Залило глаза Гулявину черной матросской злобой.

Кошкой пошел, неслышно ступая, за лейтенантом.

Траубенберг дошел до подъезда, оглянулся и мышкою в дверь, а кошка-Гулявин — за ним.

На второй площадке догнал лейтенанта.

— Что, господин лейтенант?.. Не послушали добром?.. Теперь прикончу я тараканьи штуки-то ваши!

Траубенберг открыл рот, как вытащенный на сушу судак, и не мог ничего сказать. Минуту смотрели одни в другие глаза: мутные — лейтенантовы, яростные — матросские. Потом шевельнул лейтенант губой, ощерились усы, и показалось Василию — бросится сейчас щекотать.

Отшатнулся с криком, схватился за пояс, и глубоко вошел под ребро лейтенанту финский матросский нож.

Захлюпав горлом, сел Траубенберг на ступеньку, а Василий, стуча зубами, — по лестнице и бегом домой.

Раздеваясь, увидал, что кровью густо залипла ладонь.

Аннушка испугалась, затряслась, и ей рассказал Василий, дрожа, как убил лейтенанта.

Аннушка плакала.

— Жалко, Васенька! Все же человек!

Сам чуял Василий, что неладно вышло, но махнул рукой и сказал гневно:

— Нечего жалеть!.. Тараканье проклятое!.. От них вся пакость на свете.

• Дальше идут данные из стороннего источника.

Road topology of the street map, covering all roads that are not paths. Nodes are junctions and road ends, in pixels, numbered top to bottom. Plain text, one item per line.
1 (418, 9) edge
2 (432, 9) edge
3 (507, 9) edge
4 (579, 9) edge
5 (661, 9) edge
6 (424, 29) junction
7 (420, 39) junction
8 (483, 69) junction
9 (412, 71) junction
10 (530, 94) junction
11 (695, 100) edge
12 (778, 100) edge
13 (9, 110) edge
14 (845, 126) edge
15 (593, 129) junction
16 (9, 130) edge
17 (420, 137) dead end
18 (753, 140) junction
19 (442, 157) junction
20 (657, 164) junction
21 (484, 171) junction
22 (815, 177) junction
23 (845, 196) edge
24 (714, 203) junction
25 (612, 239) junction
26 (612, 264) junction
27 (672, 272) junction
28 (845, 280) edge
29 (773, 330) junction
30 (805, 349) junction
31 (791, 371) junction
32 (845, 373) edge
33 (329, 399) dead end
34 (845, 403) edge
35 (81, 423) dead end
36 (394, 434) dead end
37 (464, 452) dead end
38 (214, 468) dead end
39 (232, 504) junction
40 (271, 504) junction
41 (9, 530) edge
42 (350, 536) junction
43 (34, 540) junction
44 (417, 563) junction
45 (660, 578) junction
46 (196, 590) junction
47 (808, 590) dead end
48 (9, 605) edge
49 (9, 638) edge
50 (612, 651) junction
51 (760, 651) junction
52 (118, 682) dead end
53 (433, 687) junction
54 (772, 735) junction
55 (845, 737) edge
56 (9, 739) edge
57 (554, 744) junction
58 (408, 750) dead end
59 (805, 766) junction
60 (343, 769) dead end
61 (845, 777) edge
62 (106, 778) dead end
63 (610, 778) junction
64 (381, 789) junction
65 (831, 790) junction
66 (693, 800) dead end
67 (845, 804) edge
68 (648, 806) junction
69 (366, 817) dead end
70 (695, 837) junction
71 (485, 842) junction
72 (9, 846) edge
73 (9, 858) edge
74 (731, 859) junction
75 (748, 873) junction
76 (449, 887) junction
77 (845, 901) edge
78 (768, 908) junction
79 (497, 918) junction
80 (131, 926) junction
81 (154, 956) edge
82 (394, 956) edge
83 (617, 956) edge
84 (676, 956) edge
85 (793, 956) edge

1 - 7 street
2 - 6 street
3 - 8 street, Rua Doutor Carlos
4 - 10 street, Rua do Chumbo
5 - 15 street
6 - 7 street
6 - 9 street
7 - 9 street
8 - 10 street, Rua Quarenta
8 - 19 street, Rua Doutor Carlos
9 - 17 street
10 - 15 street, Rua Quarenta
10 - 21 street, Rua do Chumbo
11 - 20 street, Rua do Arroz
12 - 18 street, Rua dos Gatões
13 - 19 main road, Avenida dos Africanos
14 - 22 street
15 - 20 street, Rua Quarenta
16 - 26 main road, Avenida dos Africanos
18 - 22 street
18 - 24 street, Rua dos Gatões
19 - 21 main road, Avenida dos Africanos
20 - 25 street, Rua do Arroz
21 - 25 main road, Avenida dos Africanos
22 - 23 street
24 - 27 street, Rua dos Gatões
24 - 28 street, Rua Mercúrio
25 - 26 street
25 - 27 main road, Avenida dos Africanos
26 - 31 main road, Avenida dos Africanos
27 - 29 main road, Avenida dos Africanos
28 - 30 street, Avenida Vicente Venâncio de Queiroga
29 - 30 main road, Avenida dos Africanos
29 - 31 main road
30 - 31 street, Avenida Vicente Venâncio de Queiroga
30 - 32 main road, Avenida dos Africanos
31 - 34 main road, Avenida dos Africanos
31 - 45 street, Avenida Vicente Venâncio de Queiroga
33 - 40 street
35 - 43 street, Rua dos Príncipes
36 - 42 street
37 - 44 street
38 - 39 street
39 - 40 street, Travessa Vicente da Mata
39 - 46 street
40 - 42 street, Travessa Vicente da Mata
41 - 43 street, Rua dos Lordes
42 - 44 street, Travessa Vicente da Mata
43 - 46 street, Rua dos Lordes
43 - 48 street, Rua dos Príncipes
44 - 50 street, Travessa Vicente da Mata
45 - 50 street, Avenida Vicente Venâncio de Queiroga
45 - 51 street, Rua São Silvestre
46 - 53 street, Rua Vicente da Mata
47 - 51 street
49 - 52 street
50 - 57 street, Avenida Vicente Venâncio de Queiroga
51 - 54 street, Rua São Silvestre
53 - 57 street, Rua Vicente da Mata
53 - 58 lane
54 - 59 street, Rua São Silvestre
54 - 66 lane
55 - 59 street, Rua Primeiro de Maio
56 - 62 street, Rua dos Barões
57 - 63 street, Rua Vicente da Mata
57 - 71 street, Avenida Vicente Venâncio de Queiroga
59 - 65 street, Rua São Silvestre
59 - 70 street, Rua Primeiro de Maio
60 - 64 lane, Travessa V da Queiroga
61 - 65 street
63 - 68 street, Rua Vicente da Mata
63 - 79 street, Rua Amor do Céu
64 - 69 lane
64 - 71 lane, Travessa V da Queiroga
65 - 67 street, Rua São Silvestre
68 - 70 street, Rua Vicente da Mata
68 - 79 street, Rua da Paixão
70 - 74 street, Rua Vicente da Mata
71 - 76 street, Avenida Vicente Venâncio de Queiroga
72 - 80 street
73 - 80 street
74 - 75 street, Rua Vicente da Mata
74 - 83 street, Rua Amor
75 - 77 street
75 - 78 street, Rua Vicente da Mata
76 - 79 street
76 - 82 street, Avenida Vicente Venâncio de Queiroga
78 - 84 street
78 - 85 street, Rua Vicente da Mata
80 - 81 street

К тому же с корабля бежал, и все одно как изменник народу.

Повернулся к стене, долго не мог заснуть, выпил воды, наконец захрапел, и во сне уже не приходил Траубенберг мучить тараканьим кошмаром.

Глава третья. Коллизия принципов

В июне знал уже Василий много слов политических и объяснить мог досконально, почему Керенский и прочие — сволочи и зачем трудящемуся человеку не нужно мира с Дарданеллами и контрибуциями.

Внимательно учился революции, и открывалась она перед ним во всю свою необъятную ширь, как дикая степь в майских зорях.

А в Совете записался Василий во фракцию большевиков.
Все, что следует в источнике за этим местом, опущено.